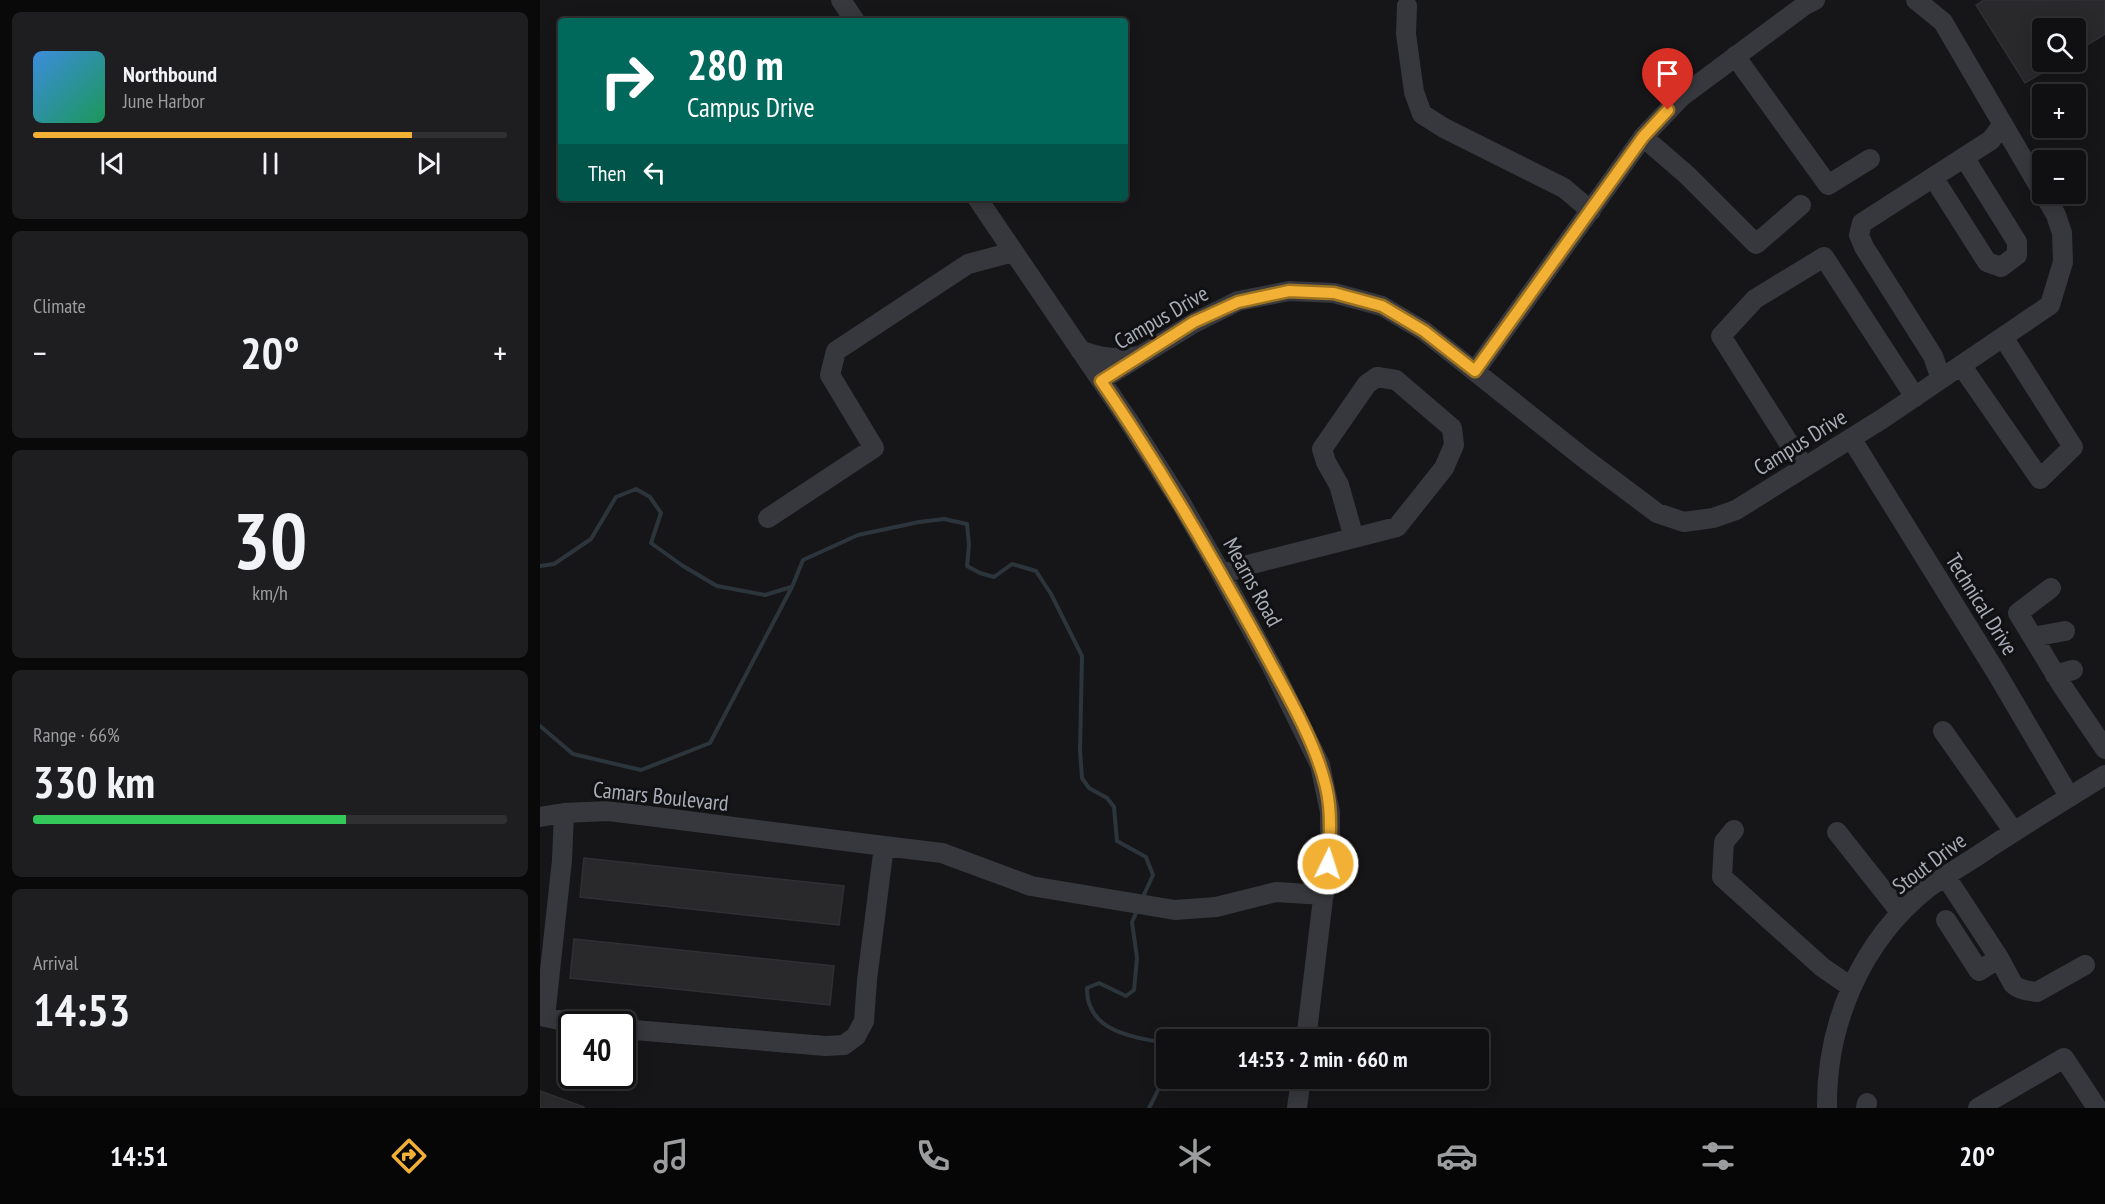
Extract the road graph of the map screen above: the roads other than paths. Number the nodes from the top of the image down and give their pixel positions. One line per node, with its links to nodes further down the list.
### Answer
1 (841, 0): 5 (street)
2 (1815, 0): 6 (street)
3 (1916, 0): 7 (street, Campus Drive)
4 (1407, 6): 16 (street)
5 (853, 18)
6 (1735, 57): 8 (street); 10 (street)
7 (2003, 124): 9 (street); 11 (street, Campus Drive)
8 (1643, 137): 15 (street); 16 (street)
9 (1964, 157): 12 (street); 12 (street)
10 (1870, 159)
11 (2032, 174)
12 (1933, 177): 23 (street)
13 (979, 201): 17 (street, Mearns Road)
14 (2050, 204): 18 (street, Campus Drive)
15 (1801, 205)
16 (1591, 211): 22 (street)
17 (1013, 252): 19 (street, Mearns Road); 28 (street)
18 (2003, 337): 21 (street, Campus Drive); 21 (street)
19 (1080, 350): 20 (street); 24 (street, Mearns Road)
20 (1141, 356): 22 (street, Campus Drive); 24 (street, Campus Drive)
21 (1961, 365): 23 (street, Campus Drive)
22 (1475, 371): 27 (street, Campus Drive)
23 (1941, 379): 25 (street, Campus Drive)
24 (1101, 381): 30 (street, Mearns Road)
25 (1915, 397): 26 (street, Campus Drive); 27 (street)
26 (1851, 438): 27 (street, Campus Drive); 37 (street, Technical Drive)
27 (1804, 467)
28 (768, 518)
29 (1354, 538): 29 (street); 30 (street)
30 (1222, 575): 45 (street, Mearns Road)
31 (2050, 588): 33 (street)
32 (2066, 631): 33 (street)
33 (2033, 637): 35 (street)
34 (1943, 731): 42 (street)
35 (2105, 749)
36 (2104, 779): 37 (street, Stout Drive)
37 (2069, 796): 42 (street, Stout Drive)
38 (564, 813): 39 (street); 43 (street, Camars Boulevard); 51 (street, Camars Boulevard)
39 (540, 817)
40 (1734, 830): 50 (street)
41 (1837, 832): 46 (street)
42 (2014, 832): 44 (street, Stout Drive)
43 (884, 846): 45 (street, Camars Boulevard); 54 (street)
44 (1946, 877): 46 (street, Stout Drive); 48 (street)
45 (1324, 895): 53 (street, Mearns Road)
46 (1901, 913): 50 (street, Stout Drive)
47 (1946, 920): 48 (street)
48 (1999, 958): 49 (street)
49 (2085, 965)
50 (1851, 987): 57 (street, Stout Drive)
51 (543, 1017): 52 (street, Camars Boulevard)
52 (558, 1020)
53 (1307, 1029)
54 (636, 1030)
55 (1300, 1089): 56 (street)
56 (1297, 1108)
57 (1827, 1108)
58 (1978, 1108): 59 (street)
59 (2097, 1108)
___
What needs to be done: Please retype the listing in full, exactly as given, and skip every image.

Task response:
Extract the road graph of the map screen above: the roads other than paths. Number the nodes from the top of the image down and give their pixel positions. One line per node, with its links to nodes further down the list.
### Answer
1 (841, 0): 5 (street)
2 (1815, 0): 6 (street)
3 (1916, 0): 7 (street, Campus Drive)
4 (1407, 6): 16 (street)
5 (853, 18)
6 (1735, 57): 8 (street); 10 (street)
7 (2003, 124): 9 (street); 11 (street, Campus Drive)
8 (1643, 137): 15 (street); 16 (street)
9 (1964, 157): 12 (street); 12 (street)
10 (1870, 159)
11 (2032, 174)
12 (1933, 177): 23 (street)
13 (979, 201): 17 (street, Mearns Road)
14 (2050, 204): 18 (street, Campus Drive)
15 (1801, 205)
16 (1591, 211): 22 (street)
17 (1013, 252): 19 (street, Mearns Road); 28 (street)
18 (2003, 337): 21 (street, Campus Drive); 21 (street)
19 (1080, 350): 20 (street); 24 (street, Mearns Road)
20 (1141, 356): 22 (street, Campus Drive); 24 (street, Campus Drive)
21 (1961, 365): 23 (street, Campus Drive)
22 (1475, 371): 27 (street, Campus Drive)
23 (1941, 379): 25 (street, Campus Drive)
24 (1101, 381): 30 (street, Mearns Road)
25 (1915, 397): 26 (street, Campus Drive); 27 (street)
26 (1851, 438): 27 (street, Campus Drive); 37 (street, Technical Drive)
27 (1804, 467)
28 (768, 518)
29 (1354, 538): 29 (street); 30 (street)
30 (1222, 575): 45 (street, Mearns Road)
31 (2050, 588): 33 (street)
32 (2066, 631): 33 (street)
33 (2033, 637): 35 (street)
34 (1943, 731): 42 (street)
35 (2105, 749)
36 (2104, 779): 37 (street, Stout Drive)
37 (2069, 796): 42 (street, Stout Drive)
38 (564, 813): 39 (street); 43 (street, Camars Boulevard); 51 (street, Camars Boulevard)
39 (540, 817)
40 (1734, 830): 50 (street)
41 (1837, 832): 46 (street)
42 (2014, 832): 44 (street, Stout Drive)
43 (884, 846): 45 (street, Camars Boulevard); 54 (street)
44 (1946, 877): 46 (street, Stout Drive); 48 (street)
45 (1324, 895): 53 (street, Mearns Road)
46 (1901, 913): 50 (street, Stout Drive)
47 (1946, 920): 48 (street)
48 (1999, 958): 49 (street)
49 (2085, 965)
50 (1851, 987): 57 (street, Stout Drive)
51 (543, 1017): 52 (street, Camars Boulevard)
52 (558, 1020)
53 (1307, 1029)
54 (636, 1030)
55 (1300, 1089): 56 (street)
56 (1297, 1108)
57 (1827, 1108)
58 (1978, 1108): 59 (street)
59 (2097, 1108)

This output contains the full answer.